Boston and Salem Witch Hangings

In 1692, when a group of Puritan girls claimed to have unnatural fits that were attributed to witchcraft, the accusations set off a series of events that would lead to hundreds in Salem Village being accused of witchcraft and nineteen being executed. But even before the infamous witch trials in Salem Village, four women were hanged for witchcraft on Boston Common.

Boston Common Hangings

The first woman executed in Boston for witchcraft was Margaret Jones of Charlestown. In 1648, the midwife Jones was hanged on an elm tree on Boston Common. She was followed by Alice Lake of Dorchester in 1651, and then by Anne Hibbens in 1656. Hibbens was the opinionated sister of Governor Richard Bellingham who is said to have been excommunicated from the church for speaking her mind. An Irish-Catholic woman, Mary "Goody" Glover, who could not recite "The Lord's Prayer" in English - only in Latin - was the final person executed in Boston for witchcraft. In 1688, she scolded a 13-year-old child who had accused Glover's daughter of stealing. The girl and her brother went into fits, claiming sharp pains and being struck deaf and dumb. Glover confessed to being a witch, but her last words were reportedly, "I die a Catholic."

Salem Witch Trials

In 1692, the claims of witchcraft started up again, this time in Salem. "Struggling against the hardships of a dangerous frontier and guided by severe doctrines of strict religious teachings, Puritans in Massachusetts believed the Devil lurked within everyone... to doubt the existence of the Devil was the same as doubting their culture, their religion, and their God," Larry B. Pletcher wrote in the book It Happened in Massachusetts.

The first few people accused in Salem were on the fringe of society: a black slave, a beggar, and a promiscuous woman. The first person executed was Bridget Bishop - a flamboyant tavern keeper who was often a source of gossip in the town. But before the hysteria died down, hundreds of people were thrown in jail, including some prominent citizens. Eighteen people were hanged on Gallows Hill, and one man who refused to plead either innocent or guilty was slowly crushed to death by stones.

Several prominent ministers, include Increase Mather, argued against spectral evidence and lack of solid proof. In October of 1692, Gov. William Phips limited reliance on such evidence and stopped the executions. The survivors were eventually pardoned and cleared, and in 1711, families of survivors were paid financial claims.

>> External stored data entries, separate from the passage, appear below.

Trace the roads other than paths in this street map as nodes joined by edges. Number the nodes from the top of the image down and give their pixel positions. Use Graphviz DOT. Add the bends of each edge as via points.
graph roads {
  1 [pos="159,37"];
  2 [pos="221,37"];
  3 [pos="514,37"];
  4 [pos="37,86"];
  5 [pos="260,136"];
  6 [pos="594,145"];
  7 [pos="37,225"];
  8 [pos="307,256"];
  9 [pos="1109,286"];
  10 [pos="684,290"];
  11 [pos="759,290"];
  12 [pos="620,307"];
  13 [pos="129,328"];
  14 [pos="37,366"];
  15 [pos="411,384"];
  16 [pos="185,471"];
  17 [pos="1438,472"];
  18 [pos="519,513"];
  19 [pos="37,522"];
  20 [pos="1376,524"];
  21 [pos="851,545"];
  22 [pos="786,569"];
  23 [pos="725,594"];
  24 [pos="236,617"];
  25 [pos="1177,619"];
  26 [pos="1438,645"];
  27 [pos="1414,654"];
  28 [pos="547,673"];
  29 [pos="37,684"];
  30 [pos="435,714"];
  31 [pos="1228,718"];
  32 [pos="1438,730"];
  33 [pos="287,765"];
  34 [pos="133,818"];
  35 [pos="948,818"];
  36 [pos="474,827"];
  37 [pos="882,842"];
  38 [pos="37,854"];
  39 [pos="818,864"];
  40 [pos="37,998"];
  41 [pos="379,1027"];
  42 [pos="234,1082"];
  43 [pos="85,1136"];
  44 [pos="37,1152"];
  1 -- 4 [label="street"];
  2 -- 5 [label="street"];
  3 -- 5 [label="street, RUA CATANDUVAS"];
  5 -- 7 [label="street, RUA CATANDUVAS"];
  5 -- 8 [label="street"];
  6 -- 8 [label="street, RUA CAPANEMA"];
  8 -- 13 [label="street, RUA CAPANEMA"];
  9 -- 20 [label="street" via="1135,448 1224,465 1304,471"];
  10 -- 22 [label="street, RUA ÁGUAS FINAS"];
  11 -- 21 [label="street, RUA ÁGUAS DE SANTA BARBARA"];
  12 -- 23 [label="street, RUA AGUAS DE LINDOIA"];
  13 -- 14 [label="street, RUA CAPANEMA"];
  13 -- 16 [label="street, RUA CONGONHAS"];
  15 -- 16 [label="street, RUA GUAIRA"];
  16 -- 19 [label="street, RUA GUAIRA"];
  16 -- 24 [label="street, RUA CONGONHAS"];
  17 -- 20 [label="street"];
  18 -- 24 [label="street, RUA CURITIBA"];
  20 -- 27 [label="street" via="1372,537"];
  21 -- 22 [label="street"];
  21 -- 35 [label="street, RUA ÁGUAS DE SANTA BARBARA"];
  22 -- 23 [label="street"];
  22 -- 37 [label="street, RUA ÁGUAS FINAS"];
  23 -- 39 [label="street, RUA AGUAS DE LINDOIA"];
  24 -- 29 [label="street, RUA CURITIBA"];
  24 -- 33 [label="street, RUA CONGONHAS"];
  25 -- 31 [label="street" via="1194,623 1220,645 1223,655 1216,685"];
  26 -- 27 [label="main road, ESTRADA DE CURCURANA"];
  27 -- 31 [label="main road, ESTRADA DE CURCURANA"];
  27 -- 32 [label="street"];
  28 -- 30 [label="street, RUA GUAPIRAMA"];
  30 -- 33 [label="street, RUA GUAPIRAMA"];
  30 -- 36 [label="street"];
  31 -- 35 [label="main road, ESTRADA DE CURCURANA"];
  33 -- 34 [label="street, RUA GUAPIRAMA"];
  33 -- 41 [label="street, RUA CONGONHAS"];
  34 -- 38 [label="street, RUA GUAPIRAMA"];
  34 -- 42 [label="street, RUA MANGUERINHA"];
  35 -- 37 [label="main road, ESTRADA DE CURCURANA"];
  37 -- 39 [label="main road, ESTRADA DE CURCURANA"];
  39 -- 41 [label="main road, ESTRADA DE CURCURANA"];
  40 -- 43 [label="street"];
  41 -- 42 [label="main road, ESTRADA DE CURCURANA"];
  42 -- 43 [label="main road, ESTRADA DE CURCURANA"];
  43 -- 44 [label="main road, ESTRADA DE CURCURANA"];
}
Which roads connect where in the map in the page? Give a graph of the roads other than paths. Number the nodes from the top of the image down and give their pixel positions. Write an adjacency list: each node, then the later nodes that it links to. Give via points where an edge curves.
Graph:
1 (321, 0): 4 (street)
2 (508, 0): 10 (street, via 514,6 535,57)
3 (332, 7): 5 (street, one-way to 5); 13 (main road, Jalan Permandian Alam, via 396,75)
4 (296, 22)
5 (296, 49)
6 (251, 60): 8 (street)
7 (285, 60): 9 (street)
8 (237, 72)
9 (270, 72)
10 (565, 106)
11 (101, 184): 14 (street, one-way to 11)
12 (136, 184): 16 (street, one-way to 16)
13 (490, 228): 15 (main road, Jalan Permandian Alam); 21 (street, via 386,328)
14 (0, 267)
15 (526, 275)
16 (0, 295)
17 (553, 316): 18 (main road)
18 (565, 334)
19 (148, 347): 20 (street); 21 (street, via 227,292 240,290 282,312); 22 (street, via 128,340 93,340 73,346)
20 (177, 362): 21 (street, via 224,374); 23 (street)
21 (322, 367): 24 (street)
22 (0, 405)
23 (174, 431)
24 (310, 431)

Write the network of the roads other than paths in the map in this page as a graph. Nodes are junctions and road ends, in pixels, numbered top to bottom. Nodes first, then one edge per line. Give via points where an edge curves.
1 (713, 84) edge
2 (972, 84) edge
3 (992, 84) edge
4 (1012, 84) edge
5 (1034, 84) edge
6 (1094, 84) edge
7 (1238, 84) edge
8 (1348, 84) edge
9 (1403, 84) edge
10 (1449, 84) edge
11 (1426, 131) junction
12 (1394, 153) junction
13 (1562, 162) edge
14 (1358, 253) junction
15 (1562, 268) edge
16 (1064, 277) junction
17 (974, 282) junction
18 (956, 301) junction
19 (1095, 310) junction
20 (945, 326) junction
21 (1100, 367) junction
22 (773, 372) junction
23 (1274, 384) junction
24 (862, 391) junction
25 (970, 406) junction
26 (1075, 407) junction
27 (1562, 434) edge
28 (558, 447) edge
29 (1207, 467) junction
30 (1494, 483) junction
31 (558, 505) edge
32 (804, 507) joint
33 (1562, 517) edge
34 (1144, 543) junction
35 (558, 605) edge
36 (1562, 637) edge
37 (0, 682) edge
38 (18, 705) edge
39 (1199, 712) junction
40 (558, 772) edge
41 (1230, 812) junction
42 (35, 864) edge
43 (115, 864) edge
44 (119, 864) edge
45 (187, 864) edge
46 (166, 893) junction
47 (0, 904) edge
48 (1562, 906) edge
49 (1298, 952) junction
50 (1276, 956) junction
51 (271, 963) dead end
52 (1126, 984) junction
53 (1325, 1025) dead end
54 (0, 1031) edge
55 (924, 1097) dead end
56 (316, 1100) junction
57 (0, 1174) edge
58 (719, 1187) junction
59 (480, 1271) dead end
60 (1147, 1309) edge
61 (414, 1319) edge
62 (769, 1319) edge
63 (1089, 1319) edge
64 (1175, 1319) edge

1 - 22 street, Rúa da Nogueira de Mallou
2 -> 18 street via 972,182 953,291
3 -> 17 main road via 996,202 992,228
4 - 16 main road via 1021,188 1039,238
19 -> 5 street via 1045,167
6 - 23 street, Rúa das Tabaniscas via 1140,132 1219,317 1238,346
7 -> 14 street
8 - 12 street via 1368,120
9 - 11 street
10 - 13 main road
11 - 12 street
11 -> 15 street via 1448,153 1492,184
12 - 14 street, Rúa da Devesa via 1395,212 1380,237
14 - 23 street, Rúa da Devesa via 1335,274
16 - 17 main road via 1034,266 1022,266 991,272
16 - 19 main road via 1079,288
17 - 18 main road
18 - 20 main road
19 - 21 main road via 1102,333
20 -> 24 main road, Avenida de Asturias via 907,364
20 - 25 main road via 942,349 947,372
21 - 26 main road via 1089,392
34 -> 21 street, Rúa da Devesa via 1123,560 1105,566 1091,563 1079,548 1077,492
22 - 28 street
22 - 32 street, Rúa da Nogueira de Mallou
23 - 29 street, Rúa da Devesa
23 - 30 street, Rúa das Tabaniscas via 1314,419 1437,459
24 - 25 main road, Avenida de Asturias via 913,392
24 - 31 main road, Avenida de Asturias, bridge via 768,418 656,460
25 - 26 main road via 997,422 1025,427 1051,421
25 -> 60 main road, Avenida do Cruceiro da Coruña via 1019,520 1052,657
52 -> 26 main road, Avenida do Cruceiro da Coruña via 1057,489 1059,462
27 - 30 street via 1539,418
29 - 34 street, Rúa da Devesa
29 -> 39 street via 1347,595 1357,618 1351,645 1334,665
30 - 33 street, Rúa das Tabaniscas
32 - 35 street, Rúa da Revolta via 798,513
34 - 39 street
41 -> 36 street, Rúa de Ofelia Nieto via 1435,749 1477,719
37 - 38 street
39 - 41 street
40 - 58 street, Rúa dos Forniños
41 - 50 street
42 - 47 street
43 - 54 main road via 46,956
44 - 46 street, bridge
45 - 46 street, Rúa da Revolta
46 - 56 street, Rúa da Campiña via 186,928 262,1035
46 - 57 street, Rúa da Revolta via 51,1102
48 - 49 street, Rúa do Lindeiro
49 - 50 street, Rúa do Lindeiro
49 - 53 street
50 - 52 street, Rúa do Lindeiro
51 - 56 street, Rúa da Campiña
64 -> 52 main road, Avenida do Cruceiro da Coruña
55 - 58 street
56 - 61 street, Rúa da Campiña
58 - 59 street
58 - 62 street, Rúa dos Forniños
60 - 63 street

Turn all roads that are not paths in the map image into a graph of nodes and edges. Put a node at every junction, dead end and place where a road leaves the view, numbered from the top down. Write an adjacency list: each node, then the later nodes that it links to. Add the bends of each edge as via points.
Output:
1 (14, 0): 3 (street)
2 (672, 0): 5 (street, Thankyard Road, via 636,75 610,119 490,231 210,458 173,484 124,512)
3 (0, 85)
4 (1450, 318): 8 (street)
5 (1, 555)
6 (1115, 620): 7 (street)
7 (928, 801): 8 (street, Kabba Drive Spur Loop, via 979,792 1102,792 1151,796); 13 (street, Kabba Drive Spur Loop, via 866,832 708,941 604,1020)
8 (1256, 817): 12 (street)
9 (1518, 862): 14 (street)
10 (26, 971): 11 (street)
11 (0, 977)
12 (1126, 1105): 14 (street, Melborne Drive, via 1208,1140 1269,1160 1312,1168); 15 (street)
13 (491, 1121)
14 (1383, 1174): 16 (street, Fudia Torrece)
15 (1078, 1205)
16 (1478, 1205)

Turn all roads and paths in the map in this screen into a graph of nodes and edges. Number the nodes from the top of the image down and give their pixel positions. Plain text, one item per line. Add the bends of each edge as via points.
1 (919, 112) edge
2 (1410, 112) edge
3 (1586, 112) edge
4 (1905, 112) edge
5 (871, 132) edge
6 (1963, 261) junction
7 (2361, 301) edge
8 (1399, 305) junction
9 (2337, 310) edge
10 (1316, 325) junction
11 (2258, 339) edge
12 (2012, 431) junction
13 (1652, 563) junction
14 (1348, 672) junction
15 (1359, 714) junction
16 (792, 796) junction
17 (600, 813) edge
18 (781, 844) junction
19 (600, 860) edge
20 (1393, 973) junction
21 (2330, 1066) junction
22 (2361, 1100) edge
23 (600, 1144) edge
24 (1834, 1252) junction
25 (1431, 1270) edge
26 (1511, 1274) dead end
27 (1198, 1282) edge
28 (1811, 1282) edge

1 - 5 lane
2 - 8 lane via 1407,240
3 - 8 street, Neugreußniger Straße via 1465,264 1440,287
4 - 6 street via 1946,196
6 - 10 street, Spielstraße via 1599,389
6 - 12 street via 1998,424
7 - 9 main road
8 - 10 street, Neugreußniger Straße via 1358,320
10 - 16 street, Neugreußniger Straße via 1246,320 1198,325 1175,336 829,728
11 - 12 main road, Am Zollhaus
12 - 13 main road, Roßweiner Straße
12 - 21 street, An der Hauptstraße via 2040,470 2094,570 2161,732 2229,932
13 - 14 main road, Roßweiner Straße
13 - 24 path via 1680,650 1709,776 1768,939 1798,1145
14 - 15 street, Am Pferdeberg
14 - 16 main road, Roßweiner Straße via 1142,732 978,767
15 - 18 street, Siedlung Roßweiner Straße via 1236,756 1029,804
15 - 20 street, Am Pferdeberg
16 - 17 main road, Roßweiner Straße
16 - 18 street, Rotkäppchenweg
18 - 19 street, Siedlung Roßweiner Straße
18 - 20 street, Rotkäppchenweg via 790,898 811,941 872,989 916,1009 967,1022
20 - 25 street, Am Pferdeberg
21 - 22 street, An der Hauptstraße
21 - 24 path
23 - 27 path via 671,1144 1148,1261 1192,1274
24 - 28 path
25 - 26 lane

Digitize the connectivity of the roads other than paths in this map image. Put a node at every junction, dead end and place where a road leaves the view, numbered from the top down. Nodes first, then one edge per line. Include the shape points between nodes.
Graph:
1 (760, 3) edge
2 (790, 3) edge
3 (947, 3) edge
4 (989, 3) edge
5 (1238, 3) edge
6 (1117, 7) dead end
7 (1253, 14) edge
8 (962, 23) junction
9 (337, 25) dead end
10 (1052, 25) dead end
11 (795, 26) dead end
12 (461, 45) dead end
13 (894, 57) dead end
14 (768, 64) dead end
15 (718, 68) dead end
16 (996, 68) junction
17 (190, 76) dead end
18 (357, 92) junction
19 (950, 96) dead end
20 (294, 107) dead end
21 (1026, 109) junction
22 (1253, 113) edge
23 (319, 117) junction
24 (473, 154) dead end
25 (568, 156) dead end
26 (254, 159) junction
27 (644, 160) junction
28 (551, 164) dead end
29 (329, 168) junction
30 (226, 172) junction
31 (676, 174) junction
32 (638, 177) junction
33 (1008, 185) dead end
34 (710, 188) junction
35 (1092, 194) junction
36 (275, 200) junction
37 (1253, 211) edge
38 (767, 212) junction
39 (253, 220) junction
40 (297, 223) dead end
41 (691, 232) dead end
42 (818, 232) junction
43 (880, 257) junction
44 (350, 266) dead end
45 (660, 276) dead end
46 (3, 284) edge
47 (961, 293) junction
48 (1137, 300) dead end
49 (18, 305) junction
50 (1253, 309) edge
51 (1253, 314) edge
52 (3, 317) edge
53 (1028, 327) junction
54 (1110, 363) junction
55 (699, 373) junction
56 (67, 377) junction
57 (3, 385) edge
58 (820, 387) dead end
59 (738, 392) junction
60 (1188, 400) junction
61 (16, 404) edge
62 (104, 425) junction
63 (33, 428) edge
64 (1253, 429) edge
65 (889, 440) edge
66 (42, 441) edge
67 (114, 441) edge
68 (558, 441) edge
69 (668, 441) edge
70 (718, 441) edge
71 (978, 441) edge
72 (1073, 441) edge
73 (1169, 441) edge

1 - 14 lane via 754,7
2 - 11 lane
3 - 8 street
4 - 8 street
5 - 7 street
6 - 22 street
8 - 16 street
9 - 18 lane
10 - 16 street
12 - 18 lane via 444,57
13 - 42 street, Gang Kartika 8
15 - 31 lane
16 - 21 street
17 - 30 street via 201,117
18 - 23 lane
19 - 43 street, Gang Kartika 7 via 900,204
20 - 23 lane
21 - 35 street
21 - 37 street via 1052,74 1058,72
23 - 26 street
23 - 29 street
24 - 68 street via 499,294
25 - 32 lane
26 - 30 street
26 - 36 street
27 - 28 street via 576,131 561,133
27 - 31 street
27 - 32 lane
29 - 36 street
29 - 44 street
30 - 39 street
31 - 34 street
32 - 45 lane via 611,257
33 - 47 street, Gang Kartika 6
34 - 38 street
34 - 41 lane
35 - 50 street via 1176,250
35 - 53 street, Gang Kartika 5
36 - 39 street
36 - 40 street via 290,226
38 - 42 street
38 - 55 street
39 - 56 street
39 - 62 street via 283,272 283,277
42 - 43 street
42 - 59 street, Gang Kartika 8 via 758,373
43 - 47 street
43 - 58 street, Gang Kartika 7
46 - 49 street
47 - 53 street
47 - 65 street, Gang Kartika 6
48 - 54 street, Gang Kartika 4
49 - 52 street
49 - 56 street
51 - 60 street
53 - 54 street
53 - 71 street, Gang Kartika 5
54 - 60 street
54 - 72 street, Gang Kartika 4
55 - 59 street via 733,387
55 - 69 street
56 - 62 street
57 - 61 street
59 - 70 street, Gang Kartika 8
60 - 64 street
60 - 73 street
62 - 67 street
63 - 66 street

Cotton and Increase Mather

The irony is that one of the most prominent figures in the witch trials, Boston preacher Cotton Mather, about 30 years later would be on the side of science. Mather (son of Increase Mather) had investigated the Goody Glover case of 1688 and had written a book, Memorable Providences, Relating to Witchcrafts and Possessions, that had served as a reference in the Salem Witch Trials. When Boston was hit with a smallpox outbreak in 1721, Mather advocated inoculation, still experimental at that time, to limit the spread of the disease. However, his involvement in the Salem hangings and his persecution of Quakers were enough for some people to discredit inoculations, Robert J. Allison wrote in his book A Short History of Boston.